Understand your perspective

High upon a mountain you see the mist from the cloud around you and the rocks under your feet.  Miles away you see the cloud, the sky, the ground, the height of the mountain. Which perspective is the better? Neither, they are just different.  The perspective you want depends on the needs of the moment. If you are planning a climb you need the see the mountain, if you are on the climb you need to see each rock.

In each circumstance you should determine the best perspective for the moment – expanded or contracted.

“For what you see and hear depends a good deal on where you are standing” – C.S. Lewis

Benefits of the expanded perspective.  This is often called seeing the big picture.  What does it look like when it’s done?  How do all the pieces fit together?  These are questions that require an expanded perspective to answer. You should be asking this at the beginning.  Before you take the first step you need to know where you intend to go. Before you offer a solution you need to align on the real need.
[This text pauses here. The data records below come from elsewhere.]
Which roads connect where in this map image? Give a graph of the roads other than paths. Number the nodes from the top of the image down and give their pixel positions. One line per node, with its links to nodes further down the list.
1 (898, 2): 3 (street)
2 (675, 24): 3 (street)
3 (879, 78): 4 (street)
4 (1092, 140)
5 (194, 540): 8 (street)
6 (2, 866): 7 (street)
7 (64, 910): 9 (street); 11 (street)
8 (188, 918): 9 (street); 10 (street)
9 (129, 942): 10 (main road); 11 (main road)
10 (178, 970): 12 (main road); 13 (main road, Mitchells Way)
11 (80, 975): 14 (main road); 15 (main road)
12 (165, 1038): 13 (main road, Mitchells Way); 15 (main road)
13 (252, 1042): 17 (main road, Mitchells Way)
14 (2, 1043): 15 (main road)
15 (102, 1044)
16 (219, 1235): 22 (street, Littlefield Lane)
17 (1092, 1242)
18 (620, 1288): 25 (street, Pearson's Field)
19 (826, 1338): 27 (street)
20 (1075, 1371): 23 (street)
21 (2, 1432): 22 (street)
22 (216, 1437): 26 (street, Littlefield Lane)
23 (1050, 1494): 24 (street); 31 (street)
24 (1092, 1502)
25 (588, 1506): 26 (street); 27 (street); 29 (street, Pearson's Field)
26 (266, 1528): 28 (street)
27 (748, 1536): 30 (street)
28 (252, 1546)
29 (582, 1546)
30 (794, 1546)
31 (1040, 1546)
“The broader one’s understanding of the human experience, the better design we will have.” –  Steve Jobs

Benefits of the contracted perspective.  The big stuff is made up of a bunch of small stuff.  Even if you have the best design and a great plan to get there – if you don’t excel at executing the steps to get there, you won’t deliver success.  Focusing in on what is right in front of you allows for rapid adjustment to keep on track.

“Your big picture will never be a masterpiece if you ignore the tiny brushstrokes.” Andy Andrews

The best of both perspectives.  This is the ultimate answer.  You need both perspectives at the right time.  One is not inherently better than the other and neither succeeds without the other. Make sure you capture all perspectives.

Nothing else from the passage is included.